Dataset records
=== Begin Enclosure ===
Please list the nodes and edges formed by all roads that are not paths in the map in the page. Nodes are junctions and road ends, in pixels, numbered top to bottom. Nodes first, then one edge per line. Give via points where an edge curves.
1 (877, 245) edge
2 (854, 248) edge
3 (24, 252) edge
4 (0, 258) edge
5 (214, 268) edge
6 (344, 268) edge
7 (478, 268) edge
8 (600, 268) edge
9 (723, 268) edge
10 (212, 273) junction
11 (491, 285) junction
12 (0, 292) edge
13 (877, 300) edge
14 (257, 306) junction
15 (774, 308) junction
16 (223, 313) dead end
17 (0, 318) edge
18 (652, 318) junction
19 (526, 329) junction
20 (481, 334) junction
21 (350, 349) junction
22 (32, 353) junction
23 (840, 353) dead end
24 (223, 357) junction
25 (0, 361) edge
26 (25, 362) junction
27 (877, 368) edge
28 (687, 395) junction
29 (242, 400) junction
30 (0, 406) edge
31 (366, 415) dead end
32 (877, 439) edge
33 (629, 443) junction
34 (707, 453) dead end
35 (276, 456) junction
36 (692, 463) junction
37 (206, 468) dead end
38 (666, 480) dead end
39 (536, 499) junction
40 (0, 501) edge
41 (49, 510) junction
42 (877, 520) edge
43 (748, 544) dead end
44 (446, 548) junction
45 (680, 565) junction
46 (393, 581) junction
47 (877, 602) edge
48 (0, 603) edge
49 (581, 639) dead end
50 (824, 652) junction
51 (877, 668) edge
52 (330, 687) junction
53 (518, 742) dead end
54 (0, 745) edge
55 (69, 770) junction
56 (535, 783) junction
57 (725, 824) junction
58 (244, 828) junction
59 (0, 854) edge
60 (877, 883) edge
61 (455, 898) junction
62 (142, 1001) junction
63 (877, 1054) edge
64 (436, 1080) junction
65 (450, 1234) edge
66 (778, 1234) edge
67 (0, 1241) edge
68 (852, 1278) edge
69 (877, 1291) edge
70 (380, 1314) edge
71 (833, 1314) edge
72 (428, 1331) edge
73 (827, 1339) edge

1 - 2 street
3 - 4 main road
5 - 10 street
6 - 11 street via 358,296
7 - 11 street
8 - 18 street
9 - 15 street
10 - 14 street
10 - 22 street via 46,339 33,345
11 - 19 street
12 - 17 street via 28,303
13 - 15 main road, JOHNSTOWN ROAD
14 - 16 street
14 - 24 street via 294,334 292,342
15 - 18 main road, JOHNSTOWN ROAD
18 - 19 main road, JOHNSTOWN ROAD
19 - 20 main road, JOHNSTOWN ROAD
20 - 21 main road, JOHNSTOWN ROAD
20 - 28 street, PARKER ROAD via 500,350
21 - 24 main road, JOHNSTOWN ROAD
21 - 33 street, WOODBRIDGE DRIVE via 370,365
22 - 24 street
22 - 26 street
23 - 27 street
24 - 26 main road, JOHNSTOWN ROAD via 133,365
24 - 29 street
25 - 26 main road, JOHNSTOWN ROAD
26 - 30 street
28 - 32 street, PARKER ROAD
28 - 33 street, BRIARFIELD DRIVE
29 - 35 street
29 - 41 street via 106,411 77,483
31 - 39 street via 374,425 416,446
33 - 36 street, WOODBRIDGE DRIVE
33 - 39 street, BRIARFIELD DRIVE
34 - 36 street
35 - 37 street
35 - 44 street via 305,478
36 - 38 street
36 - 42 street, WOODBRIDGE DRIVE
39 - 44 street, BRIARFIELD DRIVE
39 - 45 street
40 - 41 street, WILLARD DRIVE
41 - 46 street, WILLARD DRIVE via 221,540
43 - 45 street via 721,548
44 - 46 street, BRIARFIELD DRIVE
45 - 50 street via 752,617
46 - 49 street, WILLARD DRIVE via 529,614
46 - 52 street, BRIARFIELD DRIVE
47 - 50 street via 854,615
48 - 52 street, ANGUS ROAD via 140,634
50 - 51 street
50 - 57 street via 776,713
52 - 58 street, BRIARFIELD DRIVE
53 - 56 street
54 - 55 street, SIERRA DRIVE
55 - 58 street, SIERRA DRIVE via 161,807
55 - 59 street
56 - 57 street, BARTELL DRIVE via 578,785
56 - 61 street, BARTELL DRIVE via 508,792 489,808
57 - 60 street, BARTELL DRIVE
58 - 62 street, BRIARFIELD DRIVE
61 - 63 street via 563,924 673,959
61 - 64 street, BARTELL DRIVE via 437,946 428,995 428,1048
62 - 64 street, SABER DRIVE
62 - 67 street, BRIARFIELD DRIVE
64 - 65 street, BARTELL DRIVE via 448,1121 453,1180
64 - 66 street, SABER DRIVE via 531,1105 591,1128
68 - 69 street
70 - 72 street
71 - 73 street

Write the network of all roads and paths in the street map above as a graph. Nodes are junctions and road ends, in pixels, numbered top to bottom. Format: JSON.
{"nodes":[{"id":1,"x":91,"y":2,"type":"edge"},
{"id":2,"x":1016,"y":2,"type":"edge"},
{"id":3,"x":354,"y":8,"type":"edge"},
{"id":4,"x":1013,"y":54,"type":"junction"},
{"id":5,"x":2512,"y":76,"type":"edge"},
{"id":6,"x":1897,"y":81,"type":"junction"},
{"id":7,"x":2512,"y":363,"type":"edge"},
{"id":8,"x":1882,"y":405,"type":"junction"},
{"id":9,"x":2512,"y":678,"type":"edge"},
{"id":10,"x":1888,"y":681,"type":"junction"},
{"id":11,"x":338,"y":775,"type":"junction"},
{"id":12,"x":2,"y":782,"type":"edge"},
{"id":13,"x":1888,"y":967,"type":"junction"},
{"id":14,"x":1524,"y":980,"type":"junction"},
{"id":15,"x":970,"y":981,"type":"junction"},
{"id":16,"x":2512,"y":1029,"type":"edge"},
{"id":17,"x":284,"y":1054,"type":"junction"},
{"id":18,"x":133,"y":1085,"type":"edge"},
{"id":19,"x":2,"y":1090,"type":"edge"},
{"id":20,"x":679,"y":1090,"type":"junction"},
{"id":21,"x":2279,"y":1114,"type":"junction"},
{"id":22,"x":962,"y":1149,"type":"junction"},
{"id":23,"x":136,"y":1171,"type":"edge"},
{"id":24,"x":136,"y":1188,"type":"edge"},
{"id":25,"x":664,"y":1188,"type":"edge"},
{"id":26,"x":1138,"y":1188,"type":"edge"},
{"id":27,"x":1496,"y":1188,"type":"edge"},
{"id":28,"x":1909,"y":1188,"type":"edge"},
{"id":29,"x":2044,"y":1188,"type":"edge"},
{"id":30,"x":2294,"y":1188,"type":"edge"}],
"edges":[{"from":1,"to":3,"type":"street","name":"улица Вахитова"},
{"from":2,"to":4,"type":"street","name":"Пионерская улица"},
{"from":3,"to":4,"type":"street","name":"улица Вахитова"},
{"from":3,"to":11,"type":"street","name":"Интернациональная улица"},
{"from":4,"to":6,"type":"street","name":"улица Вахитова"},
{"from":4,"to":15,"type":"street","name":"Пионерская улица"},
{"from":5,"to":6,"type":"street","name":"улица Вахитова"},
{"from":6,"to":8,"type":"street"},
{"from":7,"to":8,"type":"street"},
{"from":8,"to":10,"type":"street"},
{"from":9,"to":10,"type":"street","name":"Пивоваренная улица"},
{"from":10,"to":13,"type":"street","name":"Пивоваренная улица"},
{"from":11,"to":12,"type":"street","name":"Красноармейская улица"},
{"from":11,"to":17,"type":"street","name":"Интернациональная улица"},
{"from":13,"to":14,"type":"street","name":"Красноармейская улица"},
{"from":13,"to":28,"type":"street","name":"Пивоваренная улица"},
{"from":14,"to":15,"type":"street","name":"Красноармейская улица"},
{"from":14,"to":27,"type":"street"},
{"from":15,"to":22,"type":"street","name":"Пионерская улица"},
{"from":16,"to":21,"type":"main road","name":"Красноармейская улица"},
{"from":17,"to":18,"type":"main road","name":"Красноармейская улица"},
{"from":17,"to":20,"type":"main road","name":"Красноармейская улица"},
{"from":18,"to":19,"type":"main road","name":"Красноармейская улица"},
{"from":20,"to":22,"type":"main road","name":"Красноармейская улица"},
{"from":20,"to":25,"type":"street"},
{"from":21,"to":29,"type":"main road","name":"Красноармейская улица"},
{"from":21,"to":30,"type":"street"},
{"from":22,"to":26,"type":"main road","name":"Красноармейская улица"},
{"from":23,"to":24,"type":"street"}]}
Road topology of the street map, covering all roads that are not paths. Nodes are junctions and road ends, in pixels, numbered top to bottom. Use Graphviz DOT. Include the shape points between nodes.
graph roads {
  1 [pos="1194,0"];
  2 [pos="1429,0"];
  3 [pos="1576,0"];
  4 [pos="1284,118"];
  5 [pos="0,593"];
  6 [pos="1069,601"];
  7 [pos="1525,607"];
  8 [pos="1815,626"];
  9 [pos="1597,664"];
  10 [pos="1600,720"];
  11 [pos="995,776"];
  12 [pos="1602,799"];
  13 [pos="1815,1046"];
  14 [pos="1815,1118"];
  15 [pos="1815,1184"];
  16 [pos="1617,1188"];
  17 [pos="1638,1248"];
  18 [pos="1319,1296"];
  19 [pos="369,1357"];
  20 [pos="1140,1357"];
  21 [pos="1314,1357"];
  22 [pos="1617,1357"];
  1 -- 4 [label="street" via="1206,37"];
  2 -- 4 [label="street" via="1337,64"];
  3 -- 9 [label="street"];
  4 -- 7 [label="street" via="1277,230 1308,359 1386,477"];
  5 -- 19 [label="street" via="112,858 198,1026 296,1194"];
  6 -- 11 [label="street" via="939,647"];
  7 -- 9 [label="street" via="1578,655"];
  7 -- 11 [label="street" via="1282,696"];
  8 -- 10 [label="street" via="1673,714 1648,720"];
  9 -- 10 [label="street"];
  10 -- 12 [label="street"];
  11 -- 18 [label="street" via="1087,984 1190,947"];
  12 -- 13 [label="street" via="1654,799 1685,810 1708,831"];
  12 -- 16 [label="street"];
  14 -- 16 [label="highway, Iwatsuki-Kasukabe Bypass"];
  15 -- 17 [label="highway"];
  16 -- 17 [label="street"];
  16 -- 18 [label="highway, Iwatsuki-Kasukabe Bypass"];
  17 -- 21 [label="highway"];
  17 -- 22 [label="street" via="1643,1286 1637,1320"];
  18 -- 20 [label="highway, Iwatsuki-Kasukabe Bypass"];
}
=== End Enclosure ===
EXERCISE BRIEF: Would you filter the records and copy out each line containing "SABER"?

RESULT:
62 - 64 street, SABER DRIVE
64 - 66 street, SABER DRIVE via 531,1105 591,1128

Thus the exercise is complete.